During the daily noon briefing on the status of negotiations, De Boer said, "I don’t think it will be feasible to have a fully elaborated long-term response to the climate crisis by the Copenhagen summit. We should be careful not to reach too far and achieve nothing."

The UN climate chief said he does expect a "clarity on commitments from industrialized countries, including on numbers, for the Copenhagen summit, plus some form of engagement on mitigation of greenhouse gas emissions from major developing countries. Though what form it will take is not clear to me," he said.

In October, the World Bank Group released a Strategic Framework for dealing with the demands of climate change.
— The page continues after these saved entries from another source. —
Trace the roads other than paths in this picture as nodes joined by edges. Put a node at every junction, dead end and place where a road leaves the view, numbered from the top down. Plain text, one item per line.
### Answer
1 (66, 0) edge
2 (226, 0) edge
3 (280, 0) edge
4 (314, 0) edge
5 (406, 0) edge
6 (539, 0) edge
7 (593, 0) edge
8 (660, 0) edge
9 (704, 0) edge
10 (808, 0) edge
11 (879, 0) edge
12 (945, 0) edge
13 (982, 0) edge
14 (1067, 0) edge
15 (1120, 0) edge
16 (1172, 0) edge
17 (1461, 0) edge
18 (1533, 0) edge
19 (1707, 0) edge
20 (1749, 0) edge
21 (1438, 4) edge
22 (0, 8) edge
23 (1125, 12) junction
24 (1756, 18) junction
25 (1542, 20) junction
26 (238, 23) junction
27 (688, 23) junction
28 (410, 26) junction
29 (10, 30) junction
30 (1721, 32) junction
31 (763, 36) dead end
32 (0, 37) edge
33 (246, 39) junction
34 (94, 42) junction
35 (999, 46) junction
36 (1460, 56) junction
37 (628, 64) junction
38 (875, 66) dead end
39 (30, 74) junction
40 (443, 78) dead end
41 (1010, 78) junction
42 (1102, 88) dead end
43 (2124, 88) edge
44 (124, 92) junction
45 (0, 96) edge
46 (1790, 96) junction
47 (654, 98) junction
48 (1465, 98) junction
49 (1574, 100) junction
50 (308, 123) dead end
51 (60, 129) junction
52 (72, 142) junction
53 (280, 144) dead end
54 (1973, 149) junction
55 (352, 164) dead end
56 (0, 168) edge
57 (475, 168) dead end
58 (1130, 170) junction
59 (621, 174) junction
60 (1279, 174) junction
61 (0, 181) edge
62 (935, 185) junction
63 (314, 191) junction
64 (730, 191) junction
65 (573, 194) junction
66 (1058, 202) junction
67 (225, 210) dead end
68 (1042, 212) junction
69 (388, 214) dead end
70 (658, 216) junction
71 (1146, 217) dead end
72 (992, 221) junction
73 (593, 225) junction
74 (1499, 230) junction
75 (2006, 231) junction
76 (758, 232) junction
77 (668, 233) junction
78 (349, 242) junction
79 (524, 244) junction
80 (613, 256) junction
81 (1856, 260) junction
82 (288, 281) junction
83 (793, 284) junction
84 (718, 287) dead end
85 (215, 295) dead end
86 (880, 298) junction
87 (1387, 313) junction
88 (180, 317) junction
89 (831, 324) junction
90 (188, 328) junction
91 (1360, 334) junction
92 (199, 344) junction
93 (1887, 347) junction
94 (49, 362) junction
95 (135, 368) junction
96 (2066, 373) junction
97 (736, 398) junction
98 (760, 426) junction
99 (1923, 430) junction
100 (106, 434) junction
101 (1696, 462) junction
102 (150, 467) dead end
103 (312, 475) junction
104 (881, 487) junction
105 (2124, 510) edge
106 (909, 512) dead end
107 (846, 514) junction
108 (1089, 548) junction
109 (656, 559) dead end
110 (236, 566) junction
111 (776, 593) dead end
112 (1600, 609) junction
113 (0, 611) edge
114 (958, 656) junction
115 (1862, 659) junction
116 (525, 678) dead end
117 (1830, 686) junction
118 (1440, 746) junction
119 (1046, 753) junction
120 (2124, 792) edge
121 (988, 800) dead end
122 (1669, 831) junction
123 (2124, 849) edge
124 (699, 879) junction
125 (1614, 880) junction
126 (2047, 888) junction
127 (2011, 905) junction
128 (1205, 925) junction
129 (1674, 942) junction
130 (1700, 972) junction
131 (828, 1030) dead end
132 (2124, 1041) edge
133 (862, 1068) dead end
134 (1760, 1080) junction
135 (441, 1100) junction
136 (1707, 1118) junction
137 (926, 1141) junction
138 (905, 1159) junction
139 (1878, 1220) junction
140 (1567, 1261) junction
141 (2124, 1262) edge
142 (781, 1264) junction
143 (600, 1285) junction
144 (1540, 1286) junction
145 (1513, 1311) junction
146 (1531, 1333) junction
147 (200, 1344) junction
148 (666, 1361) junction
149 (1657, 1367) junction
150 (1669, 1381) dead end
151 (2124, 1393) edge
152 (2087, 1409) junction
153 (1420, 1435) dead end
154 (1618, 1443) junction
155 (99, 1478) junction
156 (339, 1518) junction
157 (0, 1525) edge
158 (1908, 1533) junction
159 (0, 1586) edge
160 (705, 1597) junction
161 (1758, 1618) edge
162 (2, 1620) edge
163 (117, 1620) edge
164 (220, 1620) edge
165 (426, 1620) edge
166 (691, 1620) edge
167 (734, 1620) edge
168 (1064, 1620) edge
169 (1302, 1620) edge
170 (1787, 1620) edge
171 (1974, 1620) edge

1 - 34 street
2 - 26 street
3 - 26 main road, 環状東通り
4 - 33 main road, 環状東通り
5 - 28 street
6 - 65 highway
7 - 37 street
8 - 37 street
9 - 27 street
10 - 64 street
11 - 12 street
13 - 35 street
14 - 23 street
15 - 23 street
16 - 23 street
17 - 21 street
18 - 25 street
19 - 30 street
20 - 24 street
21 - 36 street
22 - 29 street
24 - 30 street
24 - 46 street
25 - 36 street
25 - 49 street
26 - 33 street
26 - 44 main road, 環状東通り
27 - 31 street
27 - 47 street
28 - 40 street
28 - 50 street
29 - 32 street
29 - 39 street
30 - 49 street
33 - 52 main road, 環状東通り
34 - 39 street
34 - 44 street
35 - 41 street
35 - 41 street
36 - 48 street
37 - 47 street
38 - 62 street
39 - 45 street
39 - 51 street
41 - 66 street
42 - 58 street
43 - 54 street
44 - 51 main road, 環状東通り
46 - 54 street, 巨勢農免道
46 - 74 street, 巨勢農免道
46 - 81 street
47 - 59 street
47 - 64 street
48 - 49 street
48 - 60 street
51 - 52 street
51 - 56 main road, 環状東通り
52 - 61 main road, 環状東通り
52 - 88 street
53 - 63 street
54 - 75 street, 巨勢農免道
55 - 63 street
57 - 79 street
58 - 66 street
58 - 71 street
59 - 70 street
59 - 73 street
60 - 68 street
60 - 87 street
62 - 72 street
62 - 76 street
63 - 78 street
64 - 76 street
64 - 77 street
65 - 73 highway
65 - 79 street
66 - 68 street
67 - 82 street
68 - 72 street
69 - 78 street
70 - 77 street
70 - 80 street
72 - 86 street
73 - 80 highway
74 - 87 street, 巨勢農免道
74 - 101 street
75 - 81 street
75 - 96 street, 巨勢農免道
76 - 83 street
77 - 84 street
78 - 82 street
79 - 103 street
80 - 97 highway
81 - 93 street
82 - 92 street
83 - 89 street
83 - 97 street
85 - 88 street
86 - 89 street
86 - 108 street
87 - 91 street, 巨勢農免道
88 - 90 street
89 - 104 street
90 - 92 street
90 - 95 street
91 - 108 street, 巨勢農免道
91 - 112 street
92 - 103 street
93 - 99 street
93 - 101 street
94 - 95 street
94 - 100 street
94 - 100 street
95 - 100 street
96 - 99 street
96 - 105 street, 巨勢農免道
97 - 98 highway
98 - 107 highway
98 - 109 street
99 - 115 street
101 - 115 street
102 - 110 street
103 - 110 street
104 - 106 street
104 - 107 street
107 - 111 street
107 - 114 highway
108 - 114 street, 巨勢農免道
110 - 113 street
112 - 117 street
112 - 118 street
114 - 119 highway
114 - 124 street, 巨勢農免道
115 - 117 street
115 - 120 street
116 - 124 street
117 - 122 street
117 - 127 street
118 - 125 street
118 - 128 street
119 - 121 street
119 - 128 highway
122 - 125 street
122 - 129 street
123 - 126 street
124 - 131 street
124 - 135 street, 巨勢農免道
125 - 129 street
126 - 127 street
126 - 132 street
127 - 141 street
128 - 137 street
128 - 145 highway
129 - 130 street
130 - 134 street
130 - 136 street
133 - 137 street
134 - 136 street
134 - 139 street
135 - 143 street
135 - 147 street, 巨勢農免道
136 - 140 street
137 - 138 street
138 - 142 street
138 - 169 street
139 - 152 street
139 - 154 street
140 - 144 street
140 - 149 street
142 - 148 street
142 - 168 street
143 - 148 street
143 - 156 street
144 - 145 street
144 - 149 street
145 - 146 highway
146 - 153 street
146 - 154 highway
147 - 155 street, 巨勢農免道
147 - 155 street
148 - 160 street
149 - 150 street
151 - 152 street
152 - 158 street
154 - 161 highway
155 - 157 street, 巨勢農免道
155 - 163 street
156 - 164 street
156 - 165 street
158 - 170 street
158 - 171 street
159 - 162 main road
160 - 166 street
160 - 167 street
The bank said it would:

  • Support climate actions in country-led development processes
  • Mobilize additional concessional and innovative finance
  • Facilitate the development of market-based financing mechanisms
  • Leverage private sector resources
  • Support accelerated development and deployment of new technologies
  • Step up policy research, knowledge, and capacity building
The World Bank Group said it will increase financing for energy efficiency and new renewable energy by an average 30 percent a year, from a baseline of US$600 million, and expand lending to hydropower, with the share of low-carbon projects rising from 40 percent in fiscal years 2006–08 to 50 percent in fiscal year 2011.

The bank said it will scale up support to sustainable forest management, sustainable agriculture and food production, transport and urban development programs.

But nowhere did the bank say that least developed countries would not have to pay back money they receive to adapt to climate change.